Drg. Arianti Anaya, MKM, yang menjabat sebagai Direktur Jenderal Tenaga Kesehatan Kemenkes RI, menjelaskan bahwa izin praktek tenaga kesehatan (STR) seumur hidup tidak berarti mengabaikan pemenuhan kompetensi secara berkala. Kekhawatiran tersebut sempat disuarakan oleh para dokter.
"Jadi tidak benar isu yang beredar jika STR seumur hidup akan menyuburkan praktek dokter dukun atau dokter tremor atau dokter abal-abal karena mereka tetap diwajibkan mendapatkan sertifikat kompetensi melalui pemenuhan SKP seperti praktek yang terjadi saat ini," tuturnya seperti dilansir oleh laman resmi Kementerian Kesehatan, 2 April lalu.
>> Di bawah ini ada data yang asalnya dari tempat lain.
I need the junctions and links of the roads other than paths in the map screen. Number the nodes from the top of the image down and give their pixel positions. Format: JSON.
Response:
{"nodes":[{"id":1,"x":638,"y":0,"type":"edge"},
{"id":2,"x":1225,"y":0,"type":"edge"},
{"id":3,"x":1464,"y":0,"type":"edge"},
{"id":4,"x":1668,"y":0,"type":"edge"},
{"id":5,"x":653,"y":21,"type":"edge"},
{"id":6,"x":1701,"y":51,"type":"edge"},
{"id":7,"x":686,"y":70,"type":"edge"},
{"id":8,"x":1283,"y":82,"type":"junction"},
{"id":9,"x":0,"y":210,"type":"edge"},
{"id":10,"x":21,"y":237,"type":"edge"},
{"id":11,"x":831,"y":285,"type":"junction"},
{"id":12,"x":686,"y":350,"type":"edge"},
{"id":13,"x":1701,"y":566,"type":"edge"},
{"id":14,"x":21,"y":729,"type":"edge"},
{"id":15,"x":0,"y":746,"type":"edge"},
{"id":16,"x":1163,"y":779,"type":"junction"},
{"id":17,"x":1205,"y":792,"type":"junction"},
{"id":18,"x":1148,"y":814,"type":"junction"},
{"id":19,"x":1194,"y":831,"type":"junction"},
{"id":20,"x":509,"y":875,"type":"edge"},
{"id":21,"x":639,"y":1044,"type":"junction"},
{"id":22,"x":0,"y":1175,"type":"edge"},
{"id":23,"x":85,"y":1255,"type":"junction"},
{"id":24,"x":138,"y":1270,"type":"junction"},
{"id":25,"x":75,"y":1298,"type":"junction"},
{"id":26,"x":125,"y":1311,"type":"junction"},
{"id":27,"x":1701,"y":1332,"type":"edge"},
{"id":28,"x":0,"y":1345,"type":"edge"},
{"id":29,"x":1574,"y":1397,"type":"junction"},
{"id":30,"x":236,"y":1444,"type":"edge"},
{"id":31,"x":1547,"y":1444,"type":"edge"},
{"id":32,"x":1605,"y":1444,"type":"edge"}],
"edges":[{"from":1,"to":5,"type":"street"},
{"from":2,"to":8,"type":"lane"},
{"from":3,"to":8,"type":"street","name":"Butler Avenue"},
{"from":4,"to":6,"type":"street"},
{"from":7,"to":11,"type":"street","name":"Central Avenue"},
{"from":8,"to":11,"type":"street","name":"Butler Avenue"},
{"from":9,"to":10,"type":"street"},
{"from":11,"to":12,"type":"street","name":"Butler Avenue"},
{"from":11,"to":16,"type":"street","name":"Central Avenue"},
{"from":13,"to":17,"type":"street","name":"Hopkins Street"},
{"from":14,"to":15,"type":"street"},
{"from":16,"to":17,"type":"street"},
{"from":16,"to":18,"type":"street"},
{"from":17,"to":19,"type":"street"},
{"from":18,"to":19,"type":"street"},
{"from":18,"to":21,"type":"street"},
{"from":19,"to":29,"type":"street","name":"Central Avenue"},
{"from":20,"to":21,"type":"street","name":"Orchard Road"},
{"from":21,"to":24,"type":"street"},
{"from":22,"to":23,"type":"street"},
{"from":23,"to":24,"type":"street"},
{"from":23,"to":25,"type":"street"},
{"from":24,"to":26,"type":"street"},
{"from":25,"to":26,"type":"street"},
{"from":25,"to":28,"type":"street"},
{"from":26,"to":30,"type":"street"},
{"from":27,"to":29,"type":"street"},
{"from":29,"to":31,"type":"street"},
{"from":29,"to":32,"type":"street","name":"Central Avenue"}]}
"Jadi kualitas mereka tetap terjaga. Bedanya sertifikat kompetensi nantinya akan melekat dalam perpanjangan SIP yang berlaku setiap 5 tahun," imbuh Arianti.
Saat ini, proses perpanjangan STR dan SIP setiap 5 tahun sekali mengharuskan dokter dan tenaga kesehatan (termasuk perawat) untuk melewati tahapan birokrasi, validasi, dan rekomendasi, yang terkadang menimbulkan beban dan biaya tambahan bagi mereka.
Dalam rangka menyederhanakan proses perizinan tersebut, Pemerintah melalui RUU Kesehatan mengusulkan agar perpanjangan SIP cukup dilakukan tanpa perlu melibatkan surat rekomendasi dari organisasi profesi (OP), seperti yang berlaku saat ini.
Untuk memenuhi kecukupan SKP, dokter dan tenaga kesehatan harus mengumpulkan jumlah SKP tertentu yang akan dimasukkan ke dalam sistem informasi yang dikontrol oleh Pemerintah Pusat.
Izin praktik baru akan diterbitkan oleh pemerintah daerah atau pelayanan terpadu satu pintu (PTSP) setelah dokter dan tenaga kesehatan memenuhi kecukupan jumlah SKP tertentu dalam sistem informasi tersebut. Proses registrasi dan izin praktik akan terintegrasi dan terhubung antara pemerintah pusat dan pemerintah daerah.
Selain itu, pemerintah pusat dan daerah akan bersama-sama menyusun perencanaan kebutuhan dokter dan tenaga kesehatan di setiap daerah sebagai acuan dalam pemberian SIP. Pemberian SIP harus mempertimbangkan distribusi dokter dan tenaga kesehatan.
Pemerintah dan pemangku kebijakan terkait akan mengembangkan standardisasi pembobotan SKP dan akan menyediakan kemudahan akses ke pelatihan atau seminar gratis bagi dokter dan tenaga kesehatan.